The Buttertones 'Gravedigging'

My review of The Buttertones' Gravedigging for LA Record.


‘Gravedigging’ picks up right where last year’s ‘American Brunch’ left off: the intersection of surf, rockabilly, punk, and a little something extra that pushes their sound past ‘psychobilly’, ‘surfabilly’, or any other ‘billys’ you might throw at it. This is nighttime music, the sonic equivalent of switchblades, speeding through Dead Man’s Curve and trashy ‘50s B-movies like ‘So Young So Bad.’ Even the song names (‘Pistol Whip,’ ‘Geisha’s Gaze’) read like titles ripped from dime store pulp novels—the kind with busty half-naked women and pompadoured hoods on their covers.
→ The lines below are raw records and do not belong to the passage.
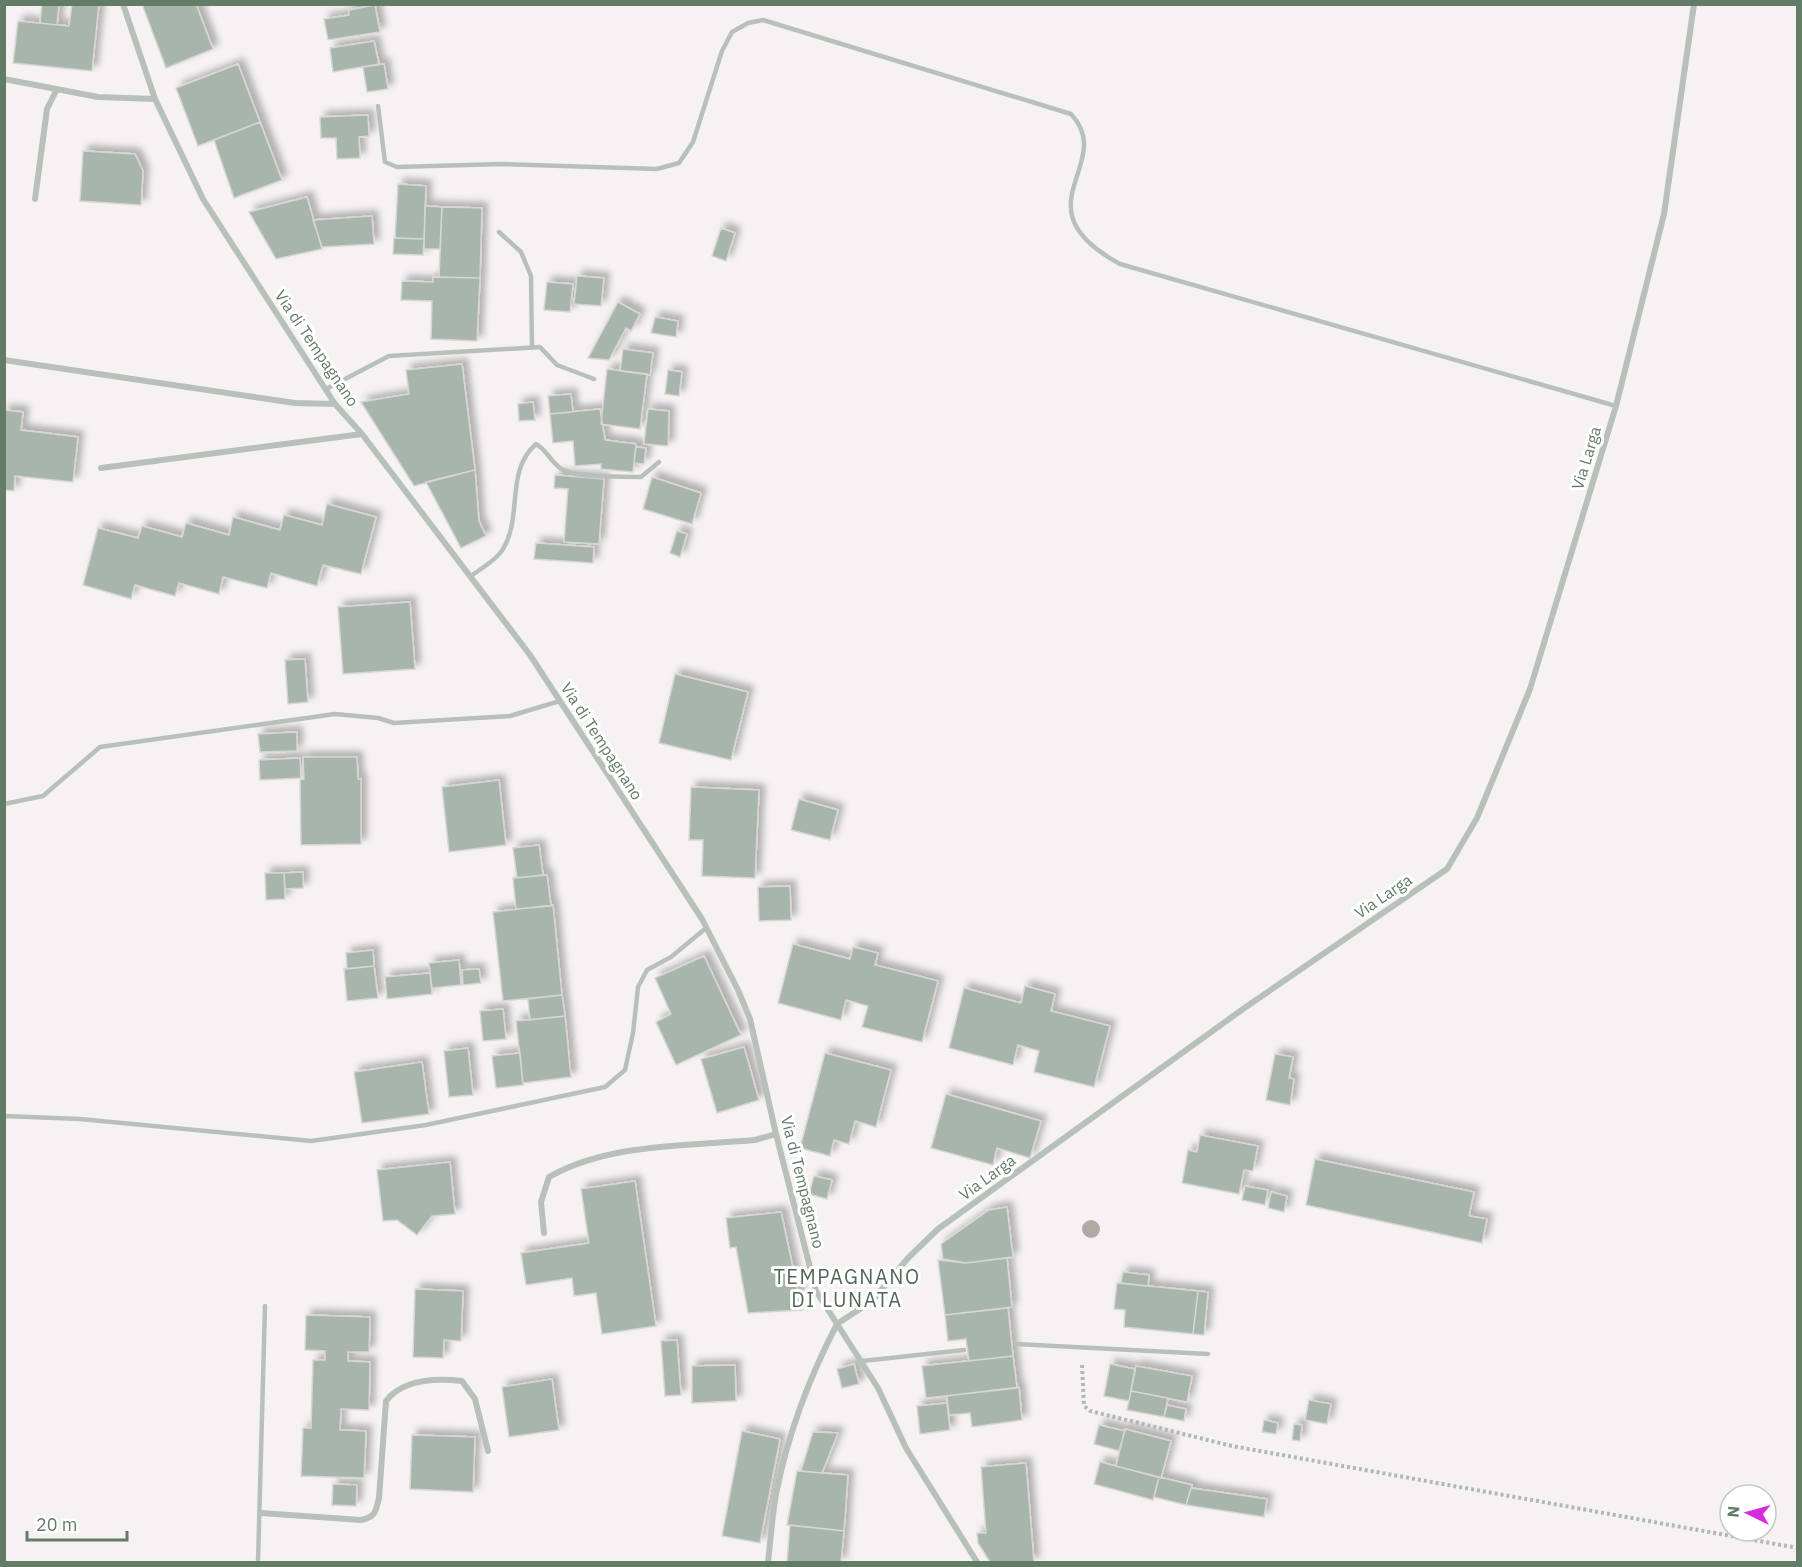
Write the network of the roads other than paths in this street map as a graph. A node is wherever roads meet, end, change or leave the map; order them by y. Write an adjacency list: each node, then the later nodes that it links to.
1 (123, 4): 5 (street, Via di Tempagnano)
2 (1694, 4): 14 (street, Via Larga)
3 (4, 79): 4 (street)
4 (56, 91): 5 (street); 7 (street)
5 (155, 99): 12 (street, Via di Tempagnano)
6 (378, 106): 14 (lane)
7 (35, 198)
8 (499, 232): 9 (lane)
9 (532, 348): 11 (lane); 12 (lane)
10 (4, 360): 13 (street)
11 (594, 379)
12 (326, 388): 13 (street, Via di Tempagnano)
13 (336, 404): 15 (street, Via di Tempagnano)
14 (1617, 406): 26 (street, Via Larga)
15 (362, 434): 17 (street); 18 (street, Via di Tempagnano)
16 (659, 462): 18 (lane)
17 (101, 468)
18 (471, 576): 19 (street, Via di Tempagnano)
19 (560, 701): 20 (lane); 21 (street, Via di Tempagnano)
20 (4, 804)
21 (706, 928): 22 (lane); 23 (street, Via di Tempagnano)
22 (4, 1116)
23 (776, 1134): 24 (street); 26 (street, Via di Tempagnano)
24 (544, 1233)
25 (266, 1306): 32 (lane)
26 (837, 1324): 30 (street); 34 (street)
27 (1016, 1344): 29 (lane)
28 (964, 1350): 30 (lane)
29 (1208, 1354)
30 (862, 1361): 35 (street)
31 (488, 1451): 32 (street)
32 (261, 1513): 33 (lane)
33 (258, 1563)
34 (768, 1563)
35 (977, 1563)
These 11 tracks alternate between pre-street-gang-rumble rev-you-up songs—like ‘Neon Cowboy,’ where Richard Araiza rallies his comrades with lyrics like, ‘Use that fire you carry around/Don’t back down’ over a frantic galloping beat—and songs that could soundtrack a ‘60s secret-agent movie. ‘Two-Headed Shark’ manages to make the Peter Gunn theme sound even cooler, and ‘Matador’ makes you feel like you’ve acquired a license to kill—and a taste for shaken martinis. Either way, there are heavy helpings of mutant Dick Dale guitars, Araiza’s unhinged vocals, and London Guzmån’s Plas Johnson-esque strip-club sax. With the exception of the down-tempo ‘I Ran Away,’ these are lightning-fast burners alive with lean, mean energy. There’s always something happening—a tension that makes you fight the urge to look over your shoulder. ‘If you turn around now/You’ll be hunted down,’ Araiza sings on ‘Ghost Safari.’ I’d heed the warning.